Ni el profesor Moradiellos, ni ningún otro historiador, puede resolver lo que puede ser denominado el «enigma Negrín», en parte porque Negrín escribió muy poco y no dejó tras de sí documentos que expliquen sus propias creencias y objetivos personales. De hecho, Moradiellos resalta –muy correctamente, en mi opinión– el individualismo político de Negrín, así como que alardeara (de un modo algo exagerado, como casi siempre que se alardea) de que él era el único «no marxista» del Partido Socialista. Una historiadora como Helen Graham ha intentado presentarlo como un «liberal», toda una ocurrencia, pero ello no resulta en absoluto convincente; de ser así, habría pasado a formar parte sencillamente de un partido liberal. Tampoco fue un demócrata, ya que fue el emisario socialista que llevó a Alcalá Zamora la petición de cancelar los resultados de las elecciones de 1933.

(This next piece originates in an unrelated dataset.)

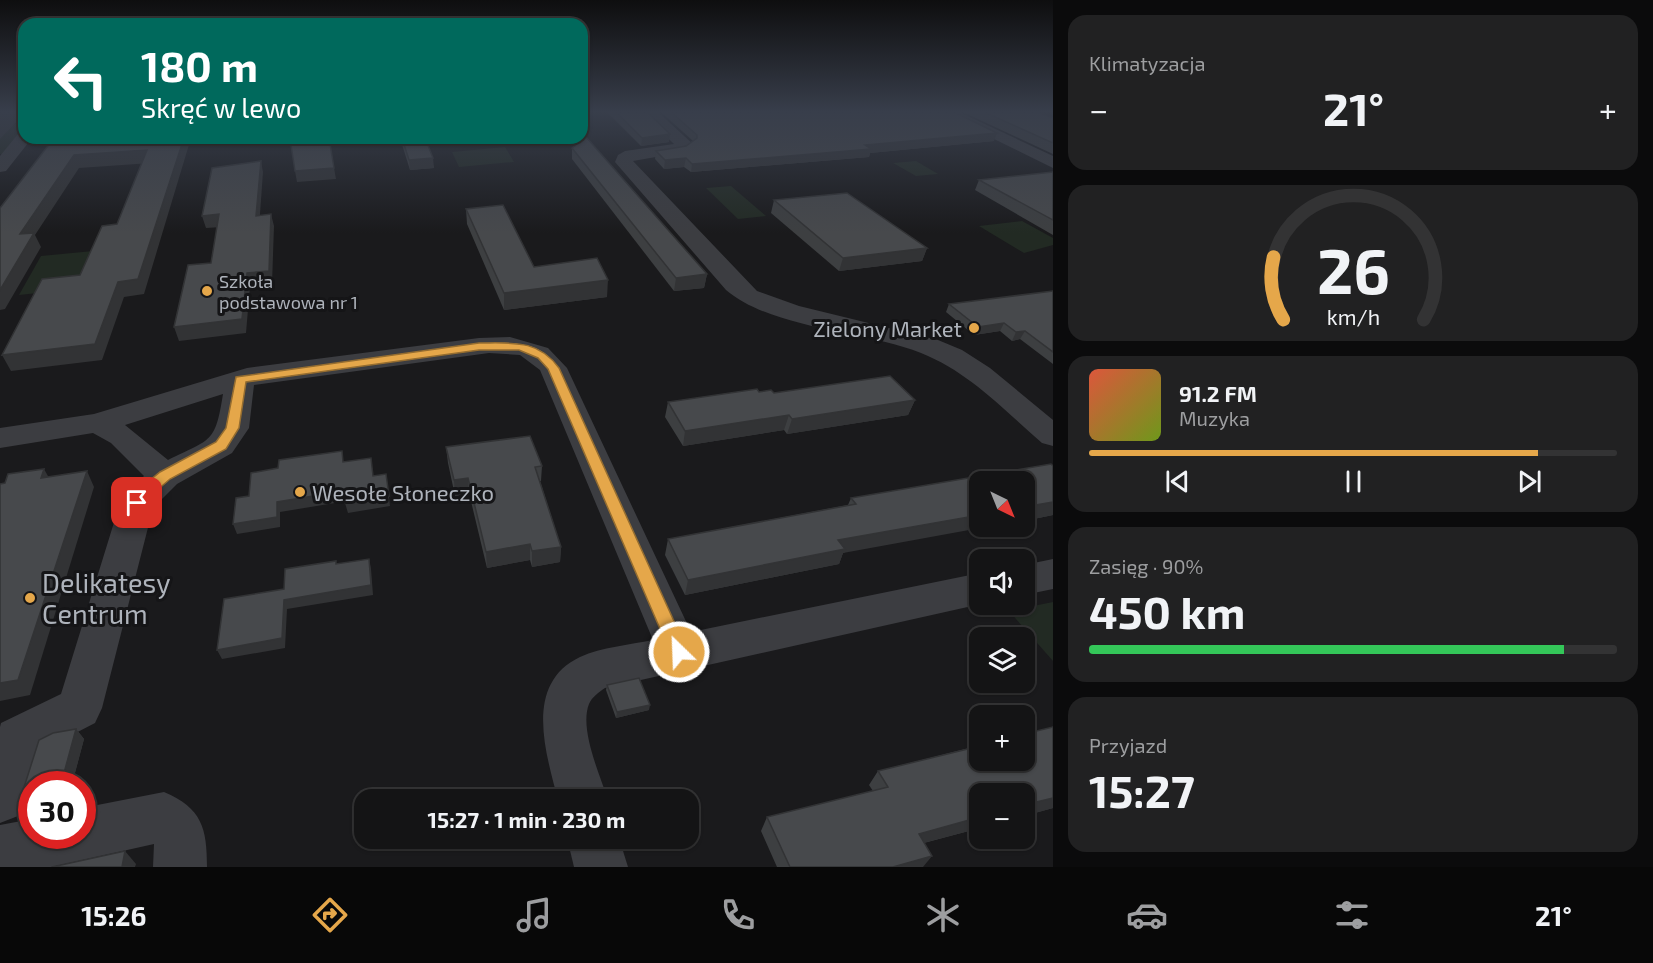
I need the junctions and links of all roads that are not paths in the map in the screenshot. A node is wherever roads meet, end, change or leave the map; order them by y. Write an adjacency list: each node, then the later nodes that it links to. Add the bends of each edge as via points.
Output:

El profesor Moradiellos no menciona la propuesta realizada por Negrín después de Múnich para formar un «partido único» republicano con vistas a garantizar una acérrima resistencia continuada. Incluso los comunistas, aunque garantizaban un papel destacado, se mostraron muy reticentes, ya que para el Comintern sonaba demasiado fascista, e incluso contraproductivo en el contexto español. Tampoco menciona la convicción de Negrín, transmitida al emisario soviético en diciembre de 1938, de que una república victoriosa en la posguerra sería fuertemente estatalista y no cometería el error de celebrar elecciones democráticas, por temor a que la derecha pudiera volver a ganar, como ya había sucedido en 1933. Un defensor de Negrín podría alegar que se trataba simplemente de una suerte de discurso político calculado para agradar a los soviéticos durante una época de crisis en la que su ayuda continuada resultaba vital, pero lo cierto es que la documentación existente para resolver el problema es inadecuada. Más que resolver el «enigma Negrín», Moradiellos ha vuelto a plantear simplemente la cuestión, aunque sin reconocer sus plenas dimensiones.

El «epílogo» que constituye la conclusión del libro presenta un espíritu conciliador, y sería compartido sin duda por la mayoría de los compatriotas del autor. Cita las palabras atribuidas a De Gaulle con motivo de la visita de éste a España en 1970: «Las guerras civiles, en las que en ambas trincheras hay hermanos, son imperdonables, porque la paz no nace cuando la guerra termina». Esto es ciertamente verdad. Puede que, para los franceses y los alemanes, resultara más fácil cooperar después de 1945 de lo que lo fue lograr la reconciliación en España después de 1939, pero esto depende también de la política posterior del régimen victorioso. Finlandia alcanzó rápidamente una reconciliación ejemplar, incluso hasta cierto punto con los comunistas, pocos años después de la breve pero acerba y sangrienta guerra civil finlandesa de 1918. Esto fue posible porque Finlandia se convirtió rápidamente en una democracia liberal, y contó también con la ayuda del reducido tamaño de su población y su fragmentación comparativamente limitada.

Existe obviamente un límite a lo que puede conseguirse por medio de un libro breve sobre un tema amplio y complejo, pero, por regla general, Moradiellos ha utilizado bien su espacio y ha evitado polémicas generales. Este libro no puede resolver todos los temas más espinosos de la Guerra Civil, pero sí consigue iluminar muchos de los aspectos cruciales, y será leído con provecho por aquellos que se acerquen a él.